Paylaş
SERDAR Turgut cuma günü Hürriyet'teki yazısında her zamanki neşeli üslubuyla dalga geçti. Bu defa dalgalarında boğulan Hürriyet İstanbul, Florya Ormanı'nda saldırıya uğrayan genç kadın ve onu kurtaran genç polisti.
Yazı mizahiydi, ama yazarın ciddi eleştirileri vardı. Genç polisle yavaş hareket etmesinden ötürü dalga geçiliyordu; biz ise asıl haberi gizlemekle ve ‘‘Böyle Polis İstiyoruz'' başlığını atmakla eleştiriliyorduk. Genç kadın da okkanın altına gitmişti, ama onun suçu neydi, pek anlayamadım.
Biz o polisle yapılan röportaja ‘‘Böyle Polis İstiyoruz'' başlığını atmıştık. Serdar Turgut da niye böyle polislere ihtiyaç duyduğumuzu anlamadığını yazıyordu.
Düşündüm, haberleri yeniden okudum, muhabir arkadaşımla yeniden konuştum ve sonunda Serdar Turgut'a hak verdim. Biz bu tür polislere hiç ihtiyaç duymuyorduk. Çünkü:
1. Bu polis, şüpheliyi gördüğünde onun suçlu olmayabileceğini de düşünmüştü. O yüzden önce nazik davranmış, olay yerinden uzaklaşmış, sonra yeniden dönmüştü. Oysa hepimiz biliriz ki polis, ilk bakışta şüphelendiği kişinin mutlaka suçlu olduğuna inanmalıdır. Sonradan suçsuz çıkarsa bunun hiç bir önemi yoktur.
2. Polis, aynı ormanda bulunan okulda kendisine öğretilen kurallara biraz fazla kapılmıştı. Okul, Florya Ormanı'nda polislerin ikide bir kendilerini durdurup kimlik sormalarından rahatsız olan çiftlerin şikayetlerini dikkate almış, görevli polislere çiftlere nazik davranmalarını, öyle hemen üstlerine atlamamalarını sıkı sıkı tembih etmişti.
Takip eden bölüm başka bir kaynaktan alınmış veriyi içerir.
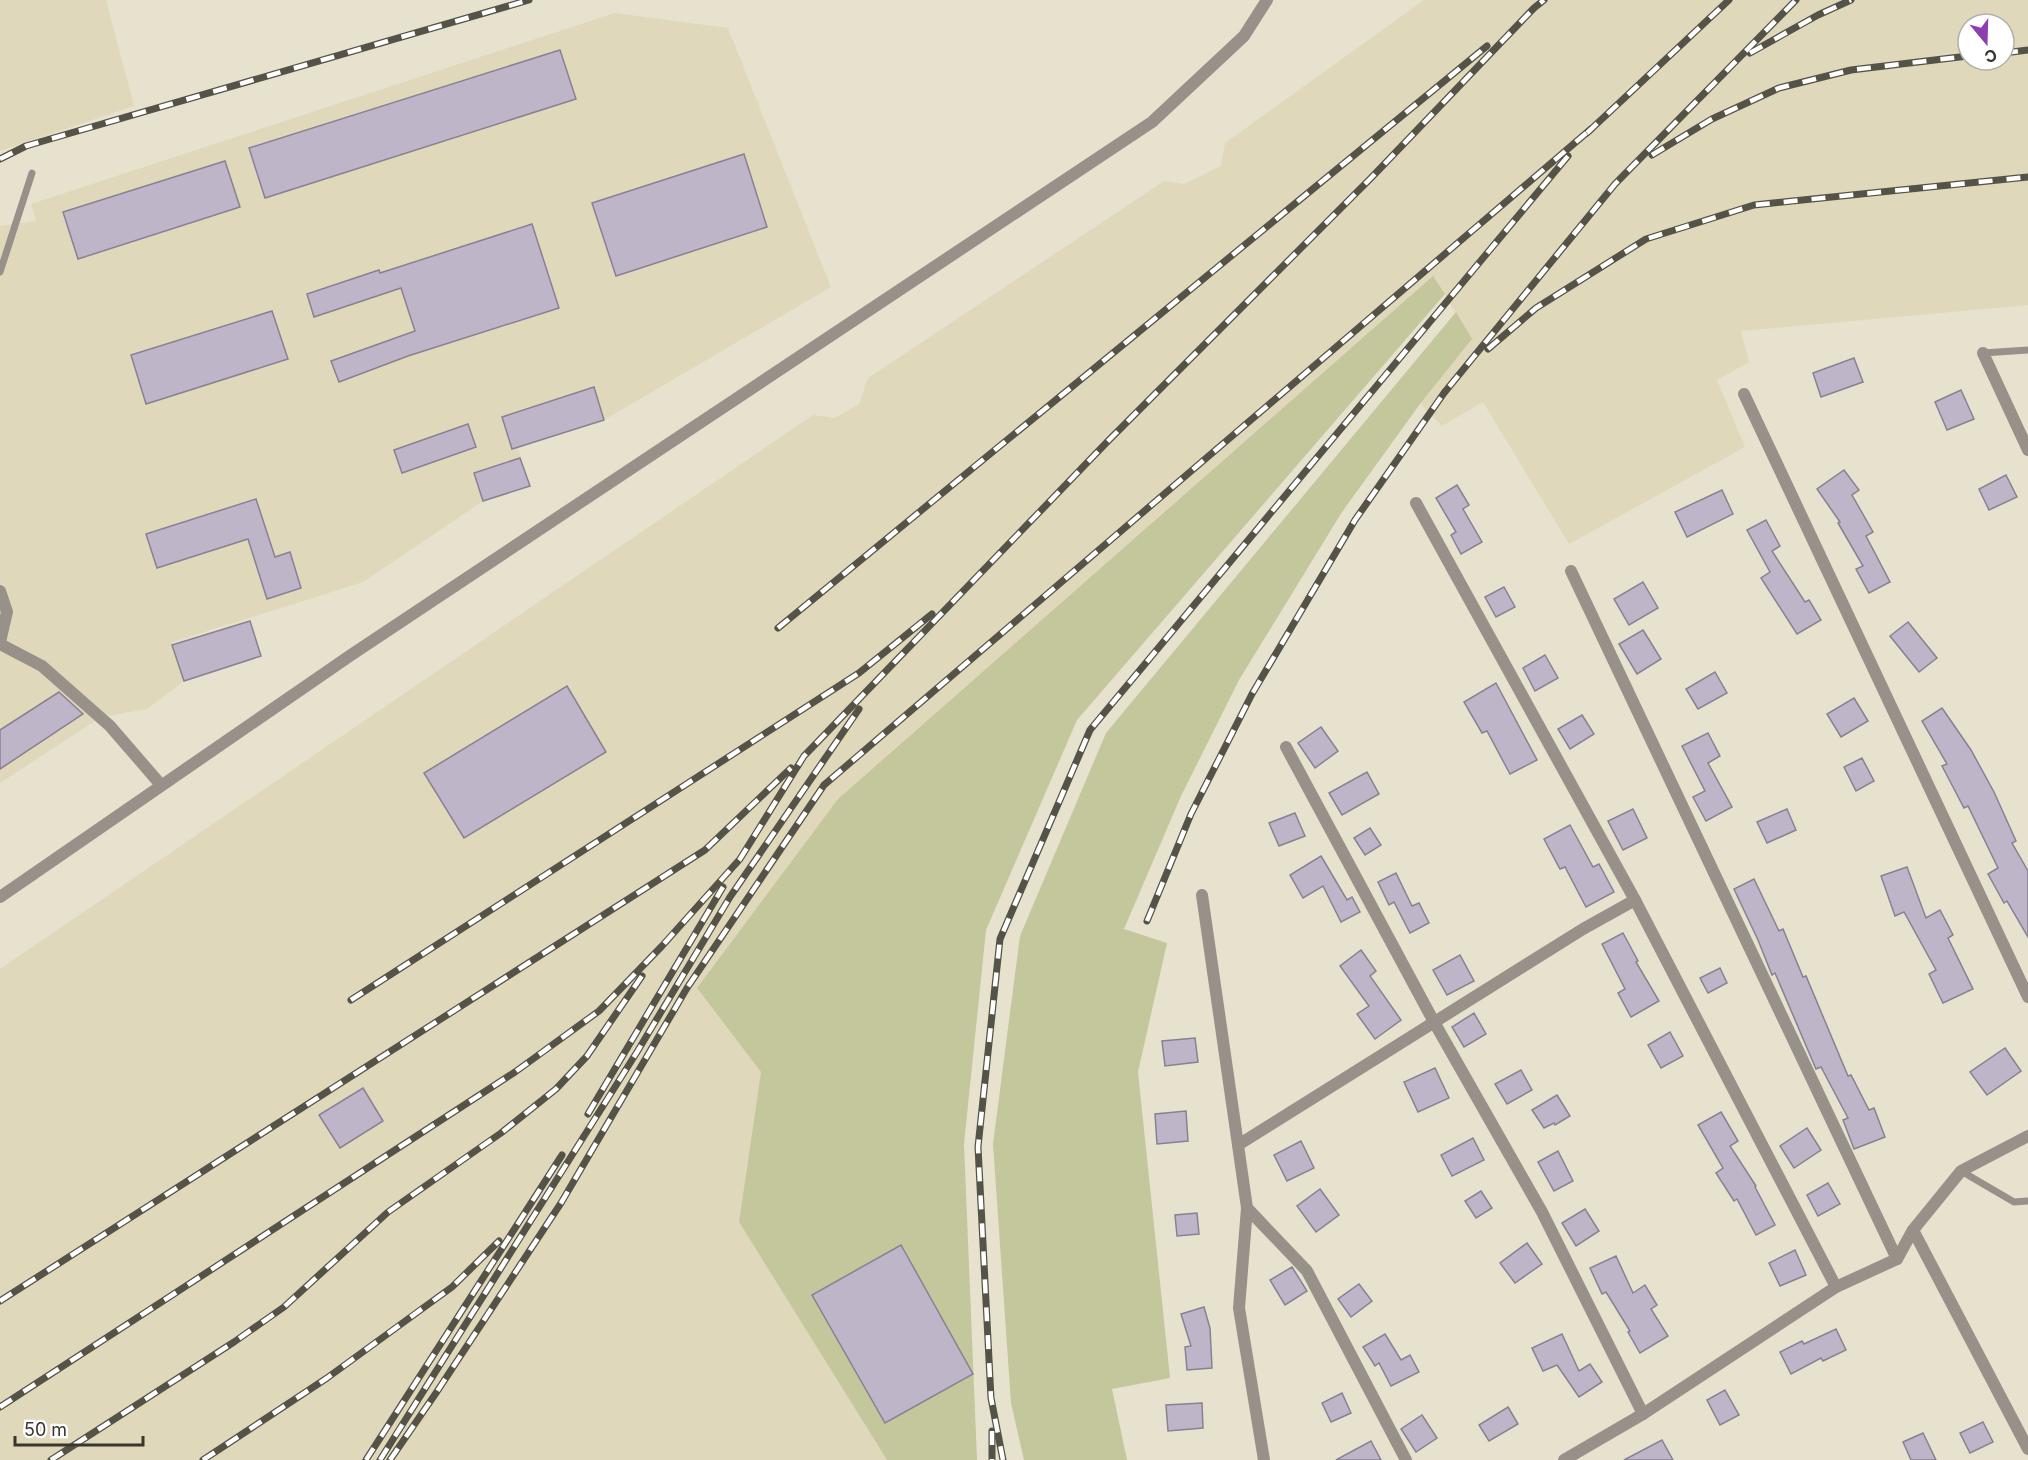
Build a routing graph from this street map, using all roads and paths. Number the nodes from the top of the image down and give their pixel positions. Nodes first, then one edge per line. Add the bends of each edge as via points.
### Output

Bizim genç polisimiz de bundan fazlasıyla etkilenmişti. Oysa polisliğin okulunun, kurallarının olmadığını, mesleğin sokakta öğrenildiğini bilmesi gerekirdi.
3. Emniyet teşkilatında herkesin görevi bellidir. Tıpkı Hürriyet Gazetesi'ndeki gibi. Mesela Serdar Turgut'un işi haber yapmak değil, haberleri yorumlamaktır. Sabah yürüyüşünde ayağına bir haber dolanırsa onu tekmeleyip uzaklaştırmalıdır. Ama Florya Polis Okulu'nda görevli bu polis, işi Florya Ormanı'nı kollamak olmadığı halde, üstüne vazife olmayan bir işe kalkışmıştı. Oysa polis, eğer olay kendi bölgesinde ve yetki alanında değilse, mağdurlarla ilgilenmemelidir. Bu polis de ‘‘görevim bu değil, zaten maaşım da az'' deyip sabah yürüyüşüne devam etseydi, bugün kimse onunla dalga geçmeyecekti. (Neyse yaşı küçük, zamanla öğrenir!)
4. Bu polis, şüpheliyle başa çıkabilmek için diğer ekiplerden yardım istemişti. Oysa herkes bilir ki, kahraman bir polis şüpheliyi gördüğü anda kaplan gibi atlamalı, adam çok iriyse ensesine kurşunu yapıştırmalıdır.
Serdar Turgut'un bir editör olarak bize yönelik diğer eleştirisine de hak verdim. Biz, asıl haberi gizlemiştik. Asıl haber şuydu: Polis yavaş hareket etmişti. Biz aslında bu röportaja şu başlığı atmalıydık:
Daha önce kurtarabileceği kadını, daha sonra kurtardı!
Şahsi bir not: Şaka bir yana, Serdar Turgut'a teşekkürler. Tabii fırlayan bir tansiyon ve uykusuz bir gece için değil. Hata yapmak ve can yakmak korkusunu hala taşıdığımı bana kanıtladığı ve ciddiye almaktan zaman zaman yorulduğum mesleğimi yeniden düşündürdüğü için.
İki genç insan için de dileğim, bu yazının onları rahatsız edecek son yazı olmasıdır.